Mapping the Fate of Progenitor Cells During in vitro Cardiogenesis and Neurogenesis

Injection of pluripotent stem-cell derived cardiomyocytes and neurons represents a promising strategy to treat tissue damaged in heart or neurodegenerative diseases and trauma. Current techniques have been able to generate human cardiomyocytes and neurons, but these populations are molecularly heterogenous, leading to variable functional properties and concerns over disruption of normal tissue function. The intermediate cells types that arise from differentiated stem cells in the process of creating cardiomyocytes and neurons are also heterogenous.

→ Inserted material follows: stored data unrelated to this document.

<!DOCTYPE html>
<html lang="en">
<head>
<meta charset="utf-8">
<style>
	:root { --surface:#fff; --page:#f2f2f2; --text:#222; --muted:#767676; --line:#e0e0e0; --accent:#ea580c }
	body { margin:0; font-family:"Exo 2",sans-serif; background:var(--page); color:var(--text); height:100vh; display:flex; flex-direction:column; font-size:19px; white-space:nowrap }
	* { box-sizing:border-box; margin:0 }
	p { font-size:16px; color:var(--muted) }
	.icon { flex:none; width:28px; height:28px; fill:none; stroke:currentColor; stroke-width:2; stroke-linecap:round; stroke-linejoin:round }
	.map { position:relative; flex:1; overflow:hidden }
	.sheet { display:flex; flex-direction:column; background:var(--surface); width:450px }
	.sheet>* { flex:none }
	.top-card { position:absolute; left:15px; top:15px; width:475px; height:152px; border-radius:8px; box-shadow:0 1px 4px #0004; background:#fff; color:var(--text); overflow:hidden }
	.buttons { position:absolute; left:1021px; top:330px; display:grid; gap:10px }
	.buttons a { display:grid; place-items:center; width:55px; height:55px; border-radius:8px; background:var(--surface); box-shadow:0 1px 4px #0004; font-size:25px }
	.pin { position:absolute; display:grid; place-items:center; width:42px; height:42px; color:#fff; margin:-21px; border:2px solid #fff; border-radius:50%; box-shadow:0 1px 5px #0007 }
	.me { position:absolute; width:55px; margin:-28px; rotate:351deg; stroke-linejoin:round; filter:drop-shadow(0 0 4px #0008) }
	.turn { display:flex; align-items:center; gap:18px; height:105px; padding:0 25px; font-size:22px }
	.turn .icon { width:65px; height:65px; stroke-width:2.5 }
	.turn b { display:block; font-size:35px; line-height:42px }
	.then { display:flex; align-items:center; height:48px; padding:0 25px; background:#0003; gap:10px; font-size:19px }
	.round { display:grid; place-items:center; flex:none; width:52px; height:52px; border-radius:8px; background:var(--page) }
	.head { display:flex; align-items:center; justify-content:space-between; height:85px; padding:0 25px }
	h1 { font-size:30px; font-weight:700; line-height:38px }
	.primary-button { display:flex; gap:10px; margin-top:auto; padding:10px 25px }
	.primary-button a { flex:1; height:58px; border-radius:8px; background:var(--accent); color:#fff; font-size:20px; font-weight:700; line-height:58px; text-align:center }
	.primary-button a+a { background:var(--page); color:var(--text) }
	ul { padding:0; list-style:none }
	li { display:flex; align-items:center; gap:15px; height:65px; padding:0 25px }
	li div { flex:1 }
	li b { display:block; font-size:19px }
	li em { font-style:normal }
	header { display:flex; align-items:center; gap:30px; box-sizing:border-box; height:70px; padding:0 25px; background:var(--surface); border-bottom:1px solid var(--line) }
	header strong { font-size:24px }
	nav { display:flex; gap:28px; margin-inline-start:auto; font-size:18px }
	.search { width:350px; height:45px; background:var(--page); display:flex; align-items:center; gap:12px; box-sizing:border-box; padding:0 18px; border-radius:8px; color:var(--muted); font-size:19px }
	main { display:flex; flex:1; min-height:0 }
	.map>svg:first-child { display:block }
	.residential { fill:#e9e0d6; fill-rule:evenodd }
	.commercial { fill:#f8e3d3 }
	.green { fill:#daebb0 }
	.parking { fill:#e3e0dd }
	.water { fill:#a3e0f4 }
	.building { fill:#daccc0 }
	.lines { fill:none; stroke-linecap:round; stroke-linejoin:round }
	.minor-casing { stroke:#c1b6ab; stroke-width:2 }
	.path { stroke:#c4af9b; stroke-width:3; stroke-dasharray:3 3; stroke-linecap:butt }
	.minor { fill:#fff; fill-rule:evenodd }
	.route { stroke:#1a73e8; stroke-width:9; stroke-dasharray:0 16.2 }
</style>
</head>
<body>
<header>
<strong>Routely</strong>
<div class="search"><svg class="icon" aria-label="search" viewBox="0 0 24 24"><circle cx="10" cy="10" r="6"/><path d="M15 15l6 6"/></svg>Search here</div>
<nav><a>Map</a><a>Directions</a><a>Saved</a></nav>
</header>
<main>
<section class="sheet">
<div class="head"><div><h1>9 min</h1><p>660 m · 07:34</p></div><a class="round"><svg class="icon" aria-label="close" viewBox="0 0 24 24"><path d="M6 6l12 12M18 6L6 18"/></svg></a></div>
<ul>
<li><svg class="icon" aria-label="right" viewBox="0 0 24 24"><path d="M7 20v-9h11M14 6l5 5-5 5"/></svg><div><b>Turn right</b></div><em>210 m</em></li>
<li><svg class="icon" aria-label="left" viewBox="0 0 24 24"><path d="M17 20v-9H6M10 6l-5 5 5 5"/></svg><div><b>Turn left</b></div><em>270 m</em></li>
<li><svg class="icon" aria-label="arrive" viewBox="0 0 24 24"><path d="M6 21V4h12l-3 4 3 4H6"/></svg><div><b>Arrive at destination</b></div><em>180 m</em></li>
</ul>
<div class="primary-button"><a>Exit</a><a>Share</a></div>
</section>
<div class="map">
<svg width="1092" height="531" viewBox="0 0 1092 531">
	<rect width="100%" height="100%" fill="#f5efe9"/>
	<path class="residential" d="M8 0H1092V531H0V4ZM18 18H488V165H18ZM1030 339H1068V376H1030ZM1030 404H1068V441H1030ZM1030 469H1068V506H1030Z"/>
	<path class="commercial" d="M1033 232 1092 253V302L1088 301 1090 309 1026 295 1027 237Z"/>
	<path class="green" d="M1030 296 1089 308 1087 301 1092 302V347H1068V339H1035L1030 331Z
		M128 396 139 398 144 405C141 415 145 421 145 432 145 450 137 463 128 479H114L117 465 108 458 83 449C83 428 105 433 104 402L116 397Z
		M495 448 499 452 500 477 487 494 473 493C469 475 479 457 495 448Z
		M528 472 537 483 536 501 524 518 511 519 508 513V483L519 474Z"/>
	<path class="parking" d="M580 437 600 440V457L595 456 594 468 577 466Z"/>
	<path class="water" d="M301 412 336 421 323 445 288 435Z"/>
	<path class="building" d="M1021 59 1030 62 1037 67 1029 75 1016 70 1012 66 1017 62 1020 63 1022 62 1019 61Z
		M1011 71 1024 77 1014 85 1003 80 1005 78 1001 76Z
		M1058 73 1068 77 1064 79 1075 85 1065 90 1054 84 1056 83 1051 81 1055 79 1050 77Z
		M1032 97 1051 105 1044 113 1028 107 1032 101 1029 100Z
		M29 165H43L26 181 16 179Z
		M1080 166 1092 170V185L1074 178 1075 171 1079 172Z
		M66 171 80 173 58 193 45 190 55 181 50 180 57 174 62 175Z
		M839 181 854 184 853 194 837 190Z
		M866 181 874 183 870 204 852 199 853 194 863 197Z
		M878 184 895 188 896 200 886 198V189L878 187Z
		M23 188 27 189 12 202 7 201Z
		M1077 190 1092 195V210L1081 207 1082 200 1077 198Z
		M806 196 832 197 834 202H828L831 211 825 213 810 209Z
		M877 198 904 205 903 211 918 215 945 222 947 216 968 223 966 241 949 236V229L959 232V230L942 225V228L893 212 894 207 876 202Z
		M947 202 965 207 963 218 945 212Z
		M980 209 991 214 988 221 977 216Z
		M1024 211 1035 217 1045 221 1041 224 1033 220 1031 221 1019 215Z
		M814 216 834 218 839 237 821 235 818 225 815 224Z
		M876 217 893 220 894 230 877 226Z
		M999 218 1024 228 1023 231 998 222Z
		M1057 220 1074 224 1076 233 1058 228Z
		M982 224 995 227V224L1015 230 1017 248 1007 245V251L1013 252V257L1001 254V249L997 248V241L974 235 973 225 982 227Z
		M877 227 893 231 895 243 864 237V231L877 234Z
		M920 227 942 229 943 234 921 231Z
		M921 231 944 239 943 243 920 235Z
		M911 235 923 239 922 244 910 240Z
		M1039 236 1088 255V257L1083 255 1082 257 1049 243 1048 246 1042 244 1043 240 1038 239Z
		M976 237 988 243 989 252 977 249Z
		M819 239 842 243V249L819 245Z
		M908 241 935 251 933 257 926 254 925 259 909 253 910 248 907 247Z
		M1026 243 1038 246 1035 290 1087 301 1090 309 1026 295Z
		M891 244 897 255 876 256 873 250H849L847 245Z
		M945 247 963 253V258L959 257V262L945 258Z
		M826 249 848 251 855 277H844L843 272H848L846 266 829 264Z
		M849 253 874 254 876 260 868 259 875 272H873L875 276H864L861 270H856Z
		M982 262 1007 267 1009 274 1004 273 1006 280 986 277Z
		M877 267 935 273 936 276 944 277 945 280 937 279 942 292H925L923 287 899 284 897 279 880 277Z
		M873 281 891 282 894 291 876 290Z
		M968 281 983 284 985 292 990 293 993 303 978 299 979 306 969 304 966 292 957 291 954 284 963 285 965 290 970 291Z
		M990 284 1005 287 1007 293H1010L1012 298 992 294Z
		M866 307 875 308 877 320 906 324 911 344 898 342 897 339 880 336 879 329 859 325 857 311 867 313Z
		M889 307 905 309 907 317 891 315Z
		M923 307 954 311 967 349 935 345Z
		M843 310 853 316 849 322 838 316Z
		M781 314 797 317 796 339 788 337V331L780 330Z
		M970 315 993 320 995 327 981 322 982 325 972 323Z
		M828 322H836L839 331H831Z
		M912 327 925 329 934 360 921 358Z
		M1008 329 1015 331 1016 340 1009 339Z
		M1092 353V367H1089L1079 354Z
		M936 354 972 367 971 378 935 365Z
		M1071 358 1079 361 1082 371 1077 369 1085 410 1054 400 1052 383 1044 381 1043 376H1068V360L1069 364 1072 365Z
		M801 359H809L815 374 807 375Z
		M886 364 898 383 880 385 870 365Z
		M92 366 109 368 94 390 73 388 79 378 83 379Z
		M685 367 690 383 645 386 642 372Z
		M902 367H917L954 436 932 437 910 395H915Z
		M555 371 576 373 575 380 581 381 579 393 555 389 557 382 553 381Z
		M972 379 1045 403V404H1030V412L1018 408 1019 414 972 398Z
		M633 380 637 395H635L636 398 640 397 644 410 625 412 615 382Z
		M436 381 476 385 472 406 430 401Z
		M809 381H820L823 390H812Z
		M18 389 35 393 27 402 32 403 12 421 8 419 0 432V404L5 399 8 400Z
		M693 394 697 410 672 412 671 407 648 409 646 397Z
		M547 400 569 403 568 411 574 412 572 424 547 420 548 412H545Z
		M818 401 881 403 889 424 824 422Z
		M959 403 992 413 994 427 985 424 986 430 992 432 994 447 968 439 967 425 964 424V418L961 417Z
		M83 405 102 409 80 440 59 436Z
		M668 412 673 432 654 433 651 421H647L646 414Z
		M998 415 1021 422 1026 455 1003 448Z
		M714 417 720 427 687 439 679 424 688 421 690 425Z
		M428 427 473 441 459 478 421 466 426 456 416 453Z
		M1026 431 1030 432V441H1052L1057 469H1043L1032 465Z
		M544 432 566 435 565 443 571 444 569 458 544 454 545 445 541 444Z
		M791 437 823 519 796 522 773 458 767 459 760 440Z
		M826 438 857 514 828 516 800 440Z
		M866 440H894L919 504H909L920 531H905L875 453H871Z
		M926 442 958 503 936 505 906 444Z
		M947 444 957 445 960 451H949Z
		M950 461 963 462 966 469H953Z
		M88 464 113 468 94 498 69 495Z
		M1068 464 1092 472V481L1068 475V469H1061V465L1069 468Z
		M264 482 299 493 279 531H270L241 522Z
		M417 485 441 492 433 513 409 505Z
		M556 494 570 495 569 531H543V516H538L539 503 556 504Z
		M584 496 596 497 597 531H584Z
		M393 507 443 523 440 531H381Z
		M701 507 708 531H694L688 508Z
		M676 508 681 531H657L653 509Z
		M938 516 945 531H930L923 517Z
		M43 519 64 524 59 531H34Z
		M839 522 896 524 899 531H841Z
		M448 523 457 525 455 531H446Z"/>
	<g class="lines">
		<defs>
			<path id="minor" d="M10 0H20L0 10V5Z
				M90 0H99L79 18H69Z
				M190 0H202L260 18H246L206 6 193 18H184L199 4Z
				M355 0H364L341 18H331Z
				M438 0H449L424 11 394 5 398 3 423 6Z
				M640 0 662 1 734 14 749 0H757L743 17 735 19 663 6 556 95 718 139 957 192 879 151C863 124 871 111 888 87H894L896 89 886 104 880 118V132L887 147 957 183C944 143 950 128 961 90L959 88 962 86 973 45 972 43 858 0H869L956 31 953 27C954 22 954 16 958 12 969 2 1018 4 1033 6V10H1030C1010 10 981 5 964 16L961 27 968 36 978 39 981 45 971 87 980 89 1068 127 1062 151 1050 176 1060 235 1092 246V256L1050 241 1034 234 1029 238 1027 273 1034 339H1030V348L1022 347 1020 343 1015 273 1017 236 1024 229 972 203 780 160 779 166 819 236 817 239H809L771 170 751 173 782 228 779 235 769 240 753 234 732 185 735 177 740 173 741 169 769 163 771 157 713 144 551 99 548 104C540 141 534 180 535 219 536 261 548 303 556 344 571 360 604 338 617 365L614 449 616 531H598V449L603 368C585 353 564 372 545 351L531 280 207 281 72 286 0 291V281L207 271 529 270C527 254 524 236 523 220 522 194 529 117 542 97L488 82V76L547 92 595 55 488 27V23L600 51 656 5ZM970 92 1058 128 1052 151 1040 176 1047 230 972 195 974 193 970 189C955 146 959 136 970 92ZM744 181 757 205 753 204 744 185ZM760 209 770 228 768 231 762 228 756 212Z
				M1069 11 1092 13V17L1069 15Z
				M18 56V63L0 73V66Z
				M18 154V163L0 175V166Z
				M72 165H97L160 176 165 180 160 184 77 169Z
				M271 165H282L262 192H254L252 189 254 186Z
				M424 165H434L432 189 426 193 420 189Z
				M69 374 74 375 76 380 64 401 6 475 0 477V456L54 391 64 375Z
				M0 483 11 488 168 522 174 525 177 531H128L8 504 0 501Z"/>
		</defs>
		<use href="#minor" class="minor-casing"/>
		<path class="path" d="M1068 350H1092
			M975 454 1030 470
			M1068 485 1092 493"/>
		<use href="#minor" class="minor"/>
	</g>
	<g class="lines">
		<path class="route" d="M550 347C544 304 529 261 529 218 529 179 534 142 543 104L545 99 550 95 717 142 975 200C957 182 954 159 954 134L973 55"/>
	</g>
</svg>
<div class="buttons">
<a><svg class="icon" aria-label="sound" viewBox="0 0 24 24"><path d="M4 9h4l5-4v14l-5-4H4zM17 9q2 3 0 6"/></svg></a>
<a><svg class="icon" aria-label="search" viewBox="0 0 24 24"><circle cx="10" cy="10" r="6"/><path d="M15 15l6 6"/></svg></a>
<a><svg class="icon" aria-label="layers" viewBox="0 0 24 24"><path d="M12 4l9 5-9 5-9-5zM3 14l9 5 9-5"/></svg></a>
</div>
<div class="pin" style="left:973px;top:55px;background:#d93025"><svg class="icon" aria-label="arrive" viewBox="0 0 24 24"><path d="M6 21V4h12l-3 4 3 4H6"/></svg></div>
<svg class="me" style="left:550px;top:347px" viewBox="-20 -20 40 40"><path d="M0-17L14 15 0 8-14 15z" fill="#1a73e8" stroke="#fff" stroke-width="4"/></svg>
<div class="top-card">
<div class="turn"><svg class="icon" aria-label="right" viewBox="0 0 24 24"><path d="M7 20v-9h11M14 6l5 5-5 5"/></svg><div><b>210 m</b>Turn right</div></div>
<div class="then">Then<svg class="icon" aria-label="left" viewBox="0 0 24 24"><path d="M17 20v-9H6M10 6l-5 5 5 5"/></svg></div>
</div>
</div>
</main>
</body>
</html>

Defining the progeny of these intermediate populations will improve methods for differentiating more homogenous cardiomyocyte and neuronal populations by allowing enrichment of intermediate cell types that give desired mature cell types. In order to study how to best generate homogenous populations for clinical treatment, we designed and carried out several potential experimental strategies. First, genetic lineage tracing methods were applied to investigate the cell fate decisions that control cardiogenesis and neurogenesis. Here, we are designing a system that combines lineage tracing with high dimensional single cell mass cytometry to provide an unprecedented level of detail into the heterogeneity seen during in vitro cardiogenesis and neurogenesis. Second, we are optimizing and investigating current neuronal differentiation protocols using mass cytometry to characterize the heterogeneity of final cellular populations, particularly after administration of known differentiation factors and comparing results with previously published literature.